By: Mahdieh Danesh Yazdi
Douglas v. Independent Living Center of Southern California may not sound like the most interesting case, but its outcome has great impact on the lives of millions of people in California and, indeed, the rest of the country. It is one of only one hundred cases that the Supreme Court is hearing in its 2011-2012 session and the first one to be presented in court. Douglas v. Independent Living Center of Southern California argues whether Medicaid patients and providers have the right to sue the state if it reduces Medicaid reimbursements. On October 3rd, the case was presented to the court with California‘s Deputy State Attorney Karin Schwartz (arguing for the state) and Carter Philips of Sidley Austin LLP (arguing for the Medicaid patients and providers).
The case came about when the state of California decided to make “cuts” in its Medicaid reimbursements. Patients and providers (with the support of the American Pharmacists Association) sued the state, fearing cuts to what they already see as dwindling coverage. They sued the state successfully, as the Ninth Circuit Court ruled in their favor. The court ruled that the state had violated the federal statute that required specific “methods” and “procedures” be implemented with regards to Medicaid coverage. Since the cuts made by the state were across the board and due to budget deficits, it was clear that proper “methods and procedures” were not followed.
Now, at the Supreme Court, the patients and providers argue that, in compliance with the Supremacy Clause, the state cuts on Medicaid are illegal. The Supremacy Clause is the clause that states that federal law is the “supreme law of the land” and no state law may conflict with federal law. Thus, they are asking for an injunction to stop the “anticipatory” violation of the Supremacy Clause.
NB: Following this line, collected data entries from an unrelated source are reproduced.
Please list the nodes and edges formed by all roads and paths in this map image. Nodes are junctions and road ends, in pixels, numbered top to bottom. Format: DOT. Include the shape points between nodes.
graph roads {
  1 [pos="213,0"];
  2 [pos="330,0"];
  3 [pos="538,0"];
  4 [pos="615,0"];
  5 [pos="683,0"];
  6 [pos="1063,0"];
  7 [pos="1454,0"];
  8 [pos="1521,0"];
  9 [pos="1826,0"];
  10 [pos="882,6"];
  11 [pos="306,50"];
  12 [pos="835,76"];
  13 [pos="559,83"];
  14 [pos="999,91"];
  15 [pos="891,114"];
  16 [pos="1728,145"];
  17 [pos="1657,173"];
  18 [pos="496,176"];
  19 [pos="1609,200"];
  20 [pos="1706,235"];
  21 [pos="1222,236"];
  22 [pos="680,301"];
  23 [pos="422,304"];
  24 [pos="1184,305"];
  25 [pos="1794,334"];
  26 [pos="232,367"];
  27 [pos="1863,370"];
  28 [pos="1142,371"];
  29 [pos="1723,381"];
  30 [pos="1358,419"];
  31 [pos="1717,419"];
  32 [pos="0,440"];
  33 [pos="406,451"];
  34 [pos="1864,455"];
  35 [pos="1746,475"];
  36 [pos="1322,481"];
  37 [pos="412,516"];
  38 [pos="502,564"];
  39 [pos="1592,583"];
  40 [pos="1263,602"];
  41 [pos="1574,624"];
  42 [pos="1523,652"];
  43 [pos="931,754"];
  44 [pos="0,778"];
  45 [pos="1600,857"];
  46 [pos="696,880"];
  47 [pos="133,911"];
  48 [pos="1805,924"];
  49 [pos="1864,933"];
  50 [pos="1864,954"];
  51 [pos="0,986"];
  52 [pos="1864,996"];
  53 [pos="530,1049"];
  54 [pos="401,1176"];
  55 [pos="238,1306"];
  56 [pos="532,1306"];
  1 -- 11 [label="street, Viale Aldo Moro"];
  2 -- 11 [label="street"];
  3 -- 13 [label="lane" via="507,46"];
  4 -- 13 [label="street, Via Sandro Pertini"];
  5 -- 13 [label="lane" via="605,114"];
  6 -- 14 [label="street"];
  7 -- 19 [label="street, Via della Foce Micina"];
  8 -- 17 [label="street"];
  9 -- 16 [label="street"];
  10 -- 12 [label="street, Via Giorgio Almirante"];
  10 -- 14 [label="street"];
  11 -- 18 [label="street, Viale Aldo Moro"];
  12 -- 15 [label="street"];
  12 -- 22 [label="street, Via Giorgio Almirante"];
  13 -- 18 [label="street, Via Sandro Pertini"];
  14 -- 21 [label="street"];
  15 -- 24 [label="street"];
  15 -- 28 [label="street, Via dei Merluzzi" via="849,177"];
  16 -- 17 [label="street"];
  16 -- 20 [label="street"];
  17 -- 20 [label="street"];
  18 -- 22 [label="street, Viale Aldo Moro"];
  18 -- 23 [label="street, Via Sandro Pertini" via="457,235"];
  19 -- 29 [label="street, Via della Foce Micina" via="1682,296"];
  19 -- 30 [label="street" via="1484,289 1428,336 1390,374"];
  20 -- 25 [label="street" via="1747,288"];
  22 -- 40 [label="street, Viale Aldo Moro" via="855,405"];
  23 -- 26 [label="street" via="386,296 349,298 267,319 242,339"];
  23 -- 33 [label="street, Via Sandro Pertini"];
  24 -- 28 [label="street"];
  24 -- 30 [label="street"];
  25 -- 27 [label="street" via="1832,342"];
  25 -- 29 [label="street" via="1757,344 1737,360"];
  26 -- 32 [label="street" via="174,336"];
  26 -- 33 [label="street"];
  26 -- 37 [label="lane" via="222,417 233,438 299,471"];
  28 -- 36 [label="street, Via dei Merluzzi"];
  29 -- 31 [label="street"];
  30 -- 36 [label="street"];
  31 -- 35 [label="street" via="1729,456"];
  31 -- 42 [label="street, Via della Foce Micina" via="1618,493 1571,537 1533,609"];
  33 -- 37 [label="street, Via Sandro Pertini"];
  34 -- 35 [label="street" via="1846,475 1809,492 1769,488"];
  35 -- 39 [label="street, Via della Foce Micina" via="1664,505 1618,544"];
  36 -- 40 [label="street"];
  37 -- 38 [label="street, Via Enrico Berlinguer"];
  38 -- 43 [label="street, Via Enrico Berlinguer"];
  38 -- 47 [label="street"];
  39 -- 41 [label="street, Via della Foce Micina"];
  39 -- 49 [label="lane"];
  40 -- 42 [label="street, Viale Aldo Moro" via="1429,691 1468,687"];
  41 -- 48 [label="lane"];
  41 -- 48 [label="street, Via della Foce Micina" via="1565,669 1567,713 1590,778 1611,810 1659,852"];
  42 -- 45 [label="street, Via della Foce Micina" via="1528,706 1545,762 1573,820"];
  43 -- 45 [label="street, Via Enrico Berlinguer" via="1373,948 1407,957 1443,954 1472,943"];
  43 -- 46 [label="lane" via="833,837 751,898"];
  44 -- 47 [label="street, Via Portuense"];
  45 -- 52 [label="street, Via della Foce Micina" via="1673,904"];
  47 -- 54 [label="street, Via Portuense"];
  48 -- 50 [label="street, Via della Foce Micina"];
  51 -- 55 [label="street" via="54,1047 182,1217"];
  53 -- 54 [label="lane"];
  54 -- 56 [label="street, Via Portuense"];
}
However, on the other hand, the state argues that the Medicaid patients and providers were not suing to stop the violation of the Supremacy Clause; they were simply suing to retrieve the amount lost in coverage by the cuts. In other words, the people suing were not directly being targeted by these cuts. Also, they were not trying to stop the violation of the conflict of state law and federal law, but rather asking for the enforcement of federal law. Such delicate distinctions are of critical importance in matters relating to cases before the Supreme Court. The state argues that such conflicts between state and federal law are not for the judicial system to decide, but are rather an administrative issue, and that ruling in favor of the plaintiffs would result in many more such lawsuits across the nation.
Justices Scalia and Roberts have so far disagreed with the notion that the plaintiffs have the right to sue. The other justices have not directly stated their opinions yet, but if they are persuaded to agree with their colleagues, then the case brought by plaintiffs will have no merit and will be rejected. On the other hand, if they do recognize the plaintiffs‘ rights to sue and determine there is a violation of the Supremacy Clause that requires the injunction be put in place, the state would have to reconsider the cuts it has made to its Medicaid coverage program. The court will most likely rule on the issue in the spring of 2012.
So, what are your opinions on the issue? How do you think the Supreme Court will rule?